Brisbane, Gold Coast, Perth outstrip Sydney and Melbourne prestige property markets

prestige property markets

The hunt for a house that’s not just a home, but a COVID-free castle, has pushed up prestige property prices in Perth, the Gold Coast and Brisbane, with a new report revealing the three cities outstripped the nation’s two biggest capitals during 2020.
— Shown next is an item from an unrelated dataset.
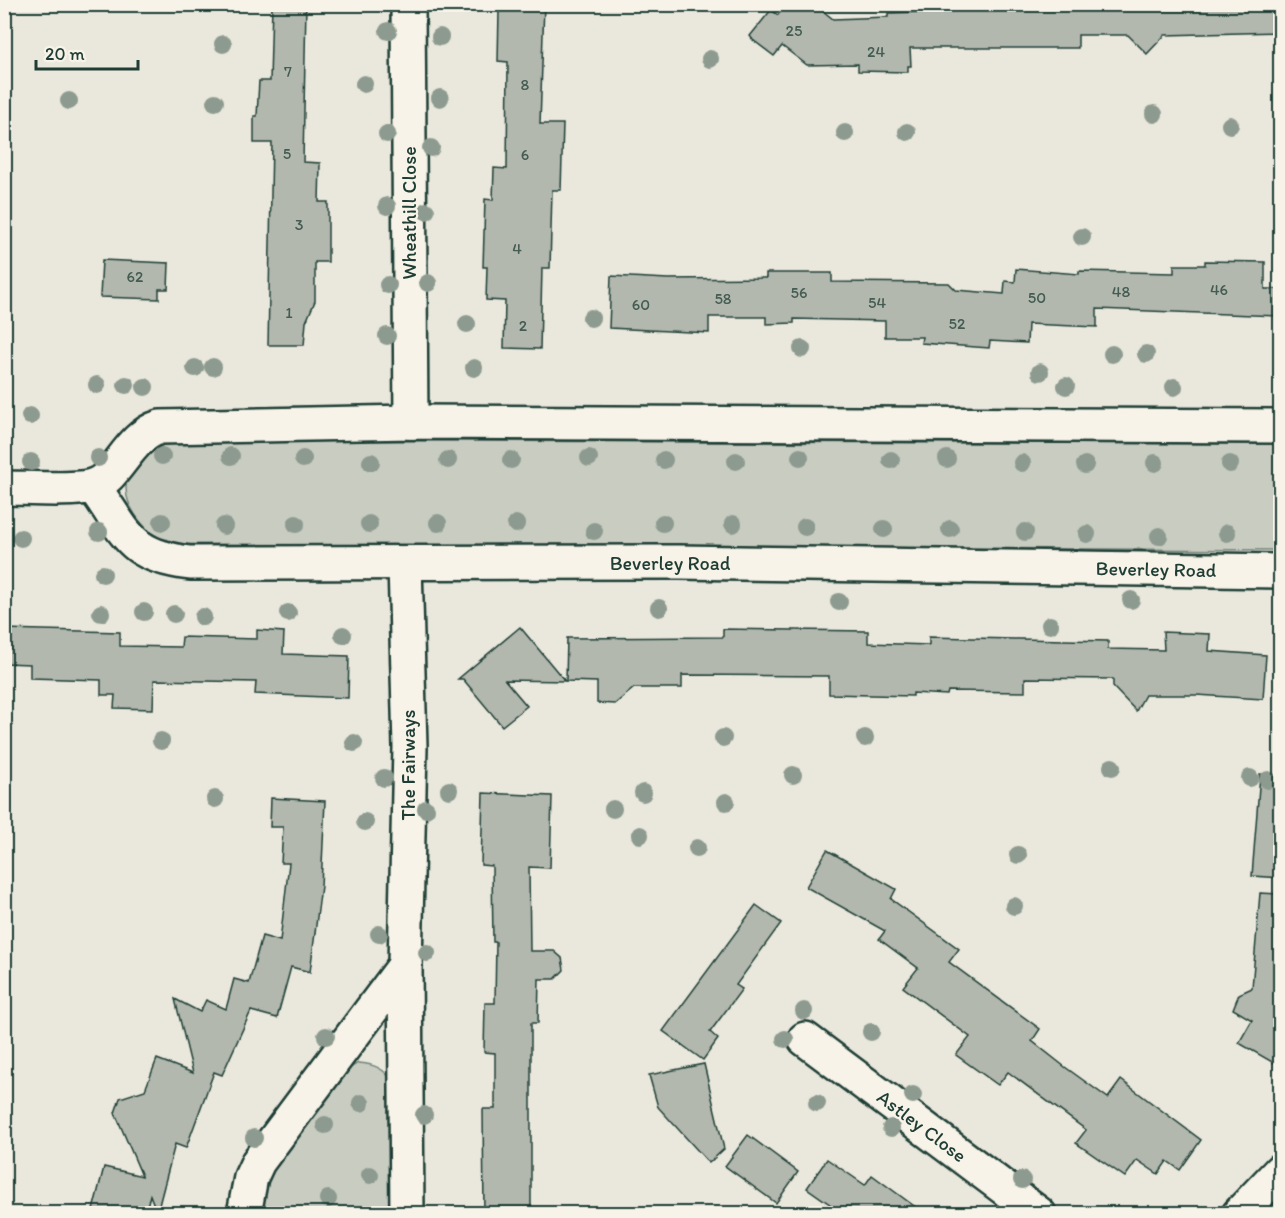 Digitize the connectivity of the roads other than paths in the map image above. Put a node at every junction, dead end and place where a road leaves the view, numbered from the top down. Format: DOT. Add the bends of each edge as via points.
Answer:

The Knight Frank Wealth Report 2021, released today, also revealed the trio made a global splash in the Prime International Residential Index (PIRI 100), which tracks the movement of luxury home prices across the world’s 100 best residential markets.

Off the back of surging buyer demand, low interest rates and a greater emphasis on lifestyle, the three cities, with Perth in the lead, were ranked in the top 44 of prestige markets, after they each clocked up annual price growth of more than 2.5 per cent.

Sydney was ranked 56 – after prestige home prices grew just 1.1% – while Melbourne came in at 63 after prices rose 0.9 per cent.

A roaring resources sector and a push towards relaxed lifestyle locations saw Perth not just top the national list and rank 34th globally, but dramatically leap from last place among Australian capital cities in 2019 after prestige property prices soared by 3.6 per cent last year.

Luxury home prices in the Western Australian capital had remained almost stagnant the year before, rising by just 0.9 per cent.

The Gold Coast achieved a global ranking of 36 after prices grew by 3.2 per cent – compared to 1.8 per cent growth the year before.